WHAT NEEDS TO BE DONE –
Using the data below, repeat all of it precisely.

DATA –
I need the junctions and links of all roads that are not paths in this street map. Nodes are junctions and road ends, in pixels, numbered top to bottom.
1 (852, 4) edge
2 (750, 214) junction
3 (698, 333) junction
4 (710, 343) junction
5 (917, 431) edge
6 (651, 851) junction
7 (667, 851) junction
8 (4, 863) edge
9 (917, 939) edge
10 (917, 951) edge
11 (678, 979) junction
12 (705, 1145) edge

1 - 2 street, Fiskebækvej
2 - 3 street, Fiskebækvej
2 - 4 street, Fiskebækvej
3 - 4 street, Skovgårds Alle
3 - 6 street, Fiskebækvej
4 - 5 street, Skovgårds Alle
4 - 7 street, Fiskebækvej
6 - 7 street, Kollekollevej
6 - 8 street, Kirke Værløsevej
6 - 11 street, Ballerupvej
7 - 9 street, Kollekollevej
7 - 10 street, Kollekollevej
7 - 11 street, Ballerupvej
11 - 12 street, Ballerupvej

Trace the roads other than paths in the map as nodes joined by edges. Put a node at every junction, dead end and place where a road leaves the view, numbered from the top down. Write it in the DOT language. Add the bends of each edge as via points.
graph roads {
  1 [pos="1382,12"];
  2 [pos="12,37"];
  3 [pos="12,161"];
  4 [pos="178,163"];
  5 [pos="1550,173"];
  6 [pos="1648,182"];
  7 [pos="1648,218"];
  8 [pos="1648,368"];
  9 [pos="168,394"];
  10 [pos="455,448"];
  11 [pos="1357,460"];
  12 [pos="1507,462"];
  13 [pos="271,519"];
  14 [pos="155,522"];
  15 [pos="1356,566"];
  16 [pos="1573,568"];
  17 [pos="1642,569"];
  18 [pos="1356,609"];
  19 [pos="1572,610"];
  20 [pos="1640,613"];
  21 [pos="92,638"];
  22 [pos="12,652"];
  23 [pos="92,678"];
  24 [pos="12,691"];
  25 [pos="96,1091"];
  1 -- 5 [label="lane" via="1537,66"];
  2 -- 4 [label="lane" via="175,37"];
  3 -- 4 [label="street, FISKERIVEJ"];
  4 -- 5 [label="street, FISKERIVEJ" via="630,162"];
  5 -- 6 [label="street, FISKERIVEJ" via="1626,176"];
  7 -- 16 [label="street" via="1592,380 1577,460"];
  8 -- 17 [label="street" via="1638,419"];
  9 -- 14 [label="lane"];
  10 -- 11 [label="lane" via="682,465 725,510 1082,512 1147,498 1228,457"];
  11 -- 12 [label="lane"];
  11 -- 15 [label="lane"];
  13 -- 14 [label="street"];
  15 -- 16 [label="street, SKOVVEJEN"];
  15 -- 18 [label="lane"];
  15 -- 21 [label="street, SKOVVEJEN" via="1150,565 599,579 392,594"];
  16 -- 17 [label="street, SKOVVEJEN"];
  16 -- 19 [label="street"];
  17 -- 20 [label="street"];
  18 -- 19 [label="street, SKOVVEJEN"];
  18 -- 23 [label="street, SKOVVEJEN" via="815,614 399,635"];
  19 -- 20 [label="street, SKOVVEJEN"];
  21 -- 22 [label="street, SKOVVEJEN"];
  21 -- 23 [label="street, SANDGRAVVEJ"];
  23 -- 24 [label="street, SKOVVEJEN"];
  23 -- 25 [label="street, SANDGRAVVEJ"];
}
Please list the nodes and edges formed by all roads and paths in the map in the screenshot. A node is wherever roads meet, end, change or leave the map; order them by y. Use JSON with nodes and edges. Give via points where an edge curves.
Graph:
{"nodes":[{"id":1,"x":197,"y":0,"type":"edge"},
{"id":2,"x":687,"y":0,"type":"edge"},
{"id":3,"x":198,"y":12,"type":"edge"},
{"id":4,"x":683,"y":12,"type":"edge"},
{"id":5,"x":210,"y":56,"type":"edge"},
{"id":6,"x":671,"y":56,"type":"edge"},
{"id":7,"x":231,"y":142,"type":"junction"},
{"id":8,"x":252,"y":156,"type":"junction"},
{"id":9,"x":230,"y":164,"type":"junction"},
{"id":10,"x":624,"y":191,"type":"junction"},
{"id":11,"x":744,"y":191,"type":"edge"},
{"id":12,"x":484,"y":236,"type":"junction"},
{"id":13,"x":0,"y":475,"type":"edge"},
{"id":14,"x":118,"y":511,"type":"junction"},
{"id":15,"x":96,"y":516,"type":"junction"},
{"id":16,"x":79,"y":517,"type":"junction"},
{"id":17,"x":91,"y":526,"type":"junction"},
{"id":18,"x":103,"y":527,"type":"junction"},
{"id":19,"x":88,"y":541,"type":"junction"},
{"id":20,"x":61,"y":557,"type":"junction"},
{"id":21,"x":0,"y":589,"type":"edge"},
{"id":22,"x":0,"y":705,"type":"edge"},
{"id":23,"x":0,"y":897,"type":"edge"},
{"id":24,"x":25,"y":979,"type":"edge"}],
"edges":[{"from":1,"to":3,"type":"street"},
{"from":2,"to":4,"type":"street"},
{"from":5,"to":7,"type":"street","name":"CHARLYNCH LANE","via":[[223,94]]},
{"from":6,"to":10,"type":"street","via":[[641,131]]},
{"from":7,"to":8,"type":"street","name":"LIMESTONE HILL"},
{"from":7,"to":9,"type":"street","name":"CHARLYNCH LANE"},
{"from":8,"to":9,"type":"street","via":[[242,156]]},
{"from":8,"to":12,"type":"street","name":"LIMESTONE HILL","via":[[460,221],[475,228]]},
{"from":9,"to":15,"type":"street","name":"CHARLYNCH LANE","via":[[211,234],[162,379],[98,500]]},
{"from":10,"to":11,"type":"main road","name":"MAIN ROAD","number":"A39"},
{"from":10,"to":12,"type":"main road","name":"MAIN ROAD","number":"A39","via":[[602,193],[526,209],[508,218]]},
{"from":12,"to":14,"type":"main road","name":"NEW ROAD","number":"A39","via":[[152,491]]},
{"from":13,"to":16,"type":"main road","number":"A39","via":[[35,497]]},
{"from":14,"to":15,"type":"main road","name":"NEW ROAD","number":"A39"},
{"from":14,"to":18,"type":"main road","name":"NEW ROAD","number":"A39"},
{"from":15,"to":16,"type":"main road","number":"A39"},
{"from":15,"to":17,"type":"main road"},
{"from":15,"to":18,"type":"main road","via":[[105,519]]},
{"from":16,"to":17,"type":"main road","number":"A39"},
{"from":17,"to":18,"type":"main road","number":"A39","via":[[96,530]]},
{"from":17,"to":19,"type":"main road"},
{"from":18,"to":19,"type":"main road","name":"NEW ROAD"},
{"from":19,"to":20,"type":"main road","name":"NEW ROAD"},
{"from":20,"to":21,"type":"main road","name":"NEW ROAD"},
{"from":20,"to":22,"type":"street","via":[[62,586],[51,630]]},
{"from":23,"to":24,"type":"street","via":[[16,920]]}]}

RESPONSE TO THIS EXERCISE –
I need the junctions and links of all roads that are not paths in this street map. Nodes are junctions and road ends, in pixels, numbered top to bottom.
1 (852, 4) edge
2 (750, 214) junction
3 (698, 333) junction
4 (710, 343) junction
5 (917, 431) edge
6 (651, 851) junction
7 (667, 851) junction
8 (4, 863) edge
9 (917, 939) edge
10 (917, 951) edge
11 (678, 979) junction
12 (705, 1145) edge

1 - 2 street, Fiskebækvej
2 - 3 street, Fiskebækvej
2 - 4 street, Fiskebækvej
3 - 4 street, Skovgårds Alle
3 - 6 street, Fiskebækvej
4 - 5 street, Skovgårds Alle
4 - 7 street, Fiskebækvej
6 - 7 street, Kollekollevej
6 - 8 street, Kirke Værløsevej
6 - 11 street, Ballerupvej
7 - 9 street, Kollekollevej
7 - 10 street, Kollekollevej
7 - 11 street, Ballerupvej
11 - 12 street, Ballerupvej

Trace the roads other than paths in the map as nodes joined by edges. Put a node at every junction, dead end and place where a road leaves the view, numbered from the top down. Write it in the DOT language. Add the bends of each edge as via points.
graph roads {
  1 [pos="1382,12"];
  2 [pos="12,37"];
  3 [pos="12,161"];
  4 [pos="178,163"];
  5 [pos="1550,173"];
  6 [pos="1648,182"];
  7 [pos="1648,218"];
  8 [pos="1648,368"];
  9 [pos="168,394"];
  10 [pos="455,448"];
  11 [pos="1357,460"];
  12 [pos="1507,462"];
  13 [pos="271,519"];
  14 [pos="155,522"];
  15 [pos="1356,566"];
  16 [pos="1573,568"];
  17 [pos="1642,569"];
  18 [pos="1356,609"];
  19 [pos="1572,610"];
  20 [pos="1640,613"];
  21 [pos="92,638"];
  22 [pos="12,652"];
  23 [pos="92,678"];
  24 [pos="12,691"];
  25 [pos="96,1091"];
  1 -- 5 [label="lane" via="1537,66"];
  2 -- 4 [label="lane" via="175,37"];
  3 -- 4 [label="street, FISKERIVEJ"];
  4 -- 5 [label="street, FISKERIVEJ" via="630,162"];
  5 -- 6 [label="street, FISKERIVEJ" via="1626,176"];
  7 -- 16 [label="street" via="1592,380 1577,460"];
  8 -- 17 [label="street" via="1638,419"];
  9 -- 14 [label="lane"];
  10 -- 11 [label="lane" via="682,465 725,510 1082,512 1147,498 1228,457"];
  11 -- 12 [label="lane"];
  11 -- 15 [label="lane"];
  13 -- 14 [label="street"];
  15 -- 16 [label="street, SKOVVEJEN"];
  15 -- 18 [label="lane"];
  15 -- 21 [label="street, SKOVVEJEN" via="1150,565 599,579 392,594"];
  16 -- 17 [label="street, SKOVVEJEN"];
  16 -- 19 [label="street"];
  17 -- 20 [label="street"];
  18 -- 19 [label="street, SKOVVEJEN"];
  18 -- 23 [label="street, SKOVVEJEN" via="815,614 399,635"];
  19 -- 20 [label="street, SKOVVEJEN"];
  21 -- 22 [label="street, SKOVVEJEN"];
  21 -- 23 [label="street, SANDGRAVVEJ"];
  23 -- 24 [label="street, SKOVVEJEN"];
  23 -- 25 [label="street, SANDGRAVVEJ"];
}
Please list the nodes and edges formed by all roads and paths in the map in the screenshot. A node is wherever roads meet, end, change or leave the map; order them by y. Use JSON with nodes and edges. Give via points where an edge curves.
Graph:
{"nodes":[{"id":1,"x":197,"y":0,"type":"edge"},
{"id":2,"x":687,"y":0,"type":"edge"},
{"id":3,"x":198,"y":12,"type":"edge"},
{"id":4,"x":683,"y":12,"type":"edge"},
{"id":5,"x":210,"y":56,"type":"edge"},
{"id":6,"x":671,"y":56,"type":"edge"},
{"id":7,"x":231,"y":142,"type":"junction"},
{"id":8,"x":252,"y":156,"type":"junction"},
{"id":9,"x":230,"y":164,"type":"junction"},
{"id":10,"x":624,"y":191,"type":"junction"},
{"id":11,"x":744,"y":191,"type":"edge"},
{"id":12,"x":484,"y":236,"type":"junction"},
{"id":13,"x":0,"y":475,"type":"edge"},
{"id":14,"x":118,"y":511,"type":"junction"},
{"id":15,"x":96,"y":516,"type":"junction"},
{"id":16,"x":79,"y":517,"type":"junction"},
{"id":17,"x":91,"y":526,"type":"junction"},
{"id":18,"x":103,"y":527,"type":"junction"},
{"id":19,"x":88,"y":541,"type":"junction"},
{"id":20,"x":61,"y":557,"type":"junction"},
{"id":21,"x":0,"y":589,"type":"edge"},
{"id":22,"x":0,"y":705,"type":"edge"},
{"id":23,"x":0,"y":897,"type":"edge"},
{"id":24,"x":25,"y":979,"type":"edge"}],
"edges":[{"from":1,"to":3,"type":"street"},
{"from":2,"to":4,"type":"street"},
{"from":5,"to":7,"type":"street","name":"CHARLYNCH LANE","via":[[223,94]]},
{"from":6,"to":10,"type":"street","via":[[641,131]]},
{"from":7,"to":8,"type":"street","name":"LIMESTONE HILL"},
{"from":7,"to":9,"type":"street","name":"CHARLYNCH LANE"},
{"from":8,"to":9,"type":"street","via":[[242,156]]},
{"from":8,"to":12,"type":"street","name":"LIMESTONE HILL","via":[[460,221],[475,228]]},
{"from":9,"to":15,"type":"street","name":"CHARLYNCH LANE","via":[[211,234],[162,379],[98,500]]},
{"from":10,"to":11,"type":"main road","name":"MAIN ROAD","number":"A39"},
{"from":10,"to":12,"type":"main road","name":"MAIN ROAD","number":"A39","via":[[602,193],[526,209],[508,218]]},
{"from":12,"to":14,"type":"main road","name":"NEW ROAD","number":"A39","via":[[152,491]]},
{"from":13,"to":16,"type":"main road","number":"A39","via":[[35,497]]},
{"from":14,"to":15,"type":"main road","name":"NEW ROAD","number":"A39"},
{"from":14,"to":18,"type":"main road","name":"NEW ROAD","number":"A39"},
{"from":15,"to":16,"type":"main road","number":"A39"},
{"from":15,"to":17,"type":"main road"},
{"from":15,"to":18,"type":"main road","via":[[105,519]]},
{"from":16,"to":17,"type":"main road","number":"A39"},
{"from":17,"to":18,"type":"main road","number":"A39","via":[[96,530]]},
{"from":17,"to":19,"type":"main road"},
{"from":18,"to":19,"type":"main road","name":"NEW ROAD"},
{"from":19,"to":20,"type":"main road","name":"NEW ROAD"},
{"from":20,"to":21,"type":"main road","name":"NEW ROAD"},
{"from":20,"to":22,"type":"street","via":[[62,586],[51,630]]},
{"from":23,"to":24,"type":"street","via":[[16,920]]}]}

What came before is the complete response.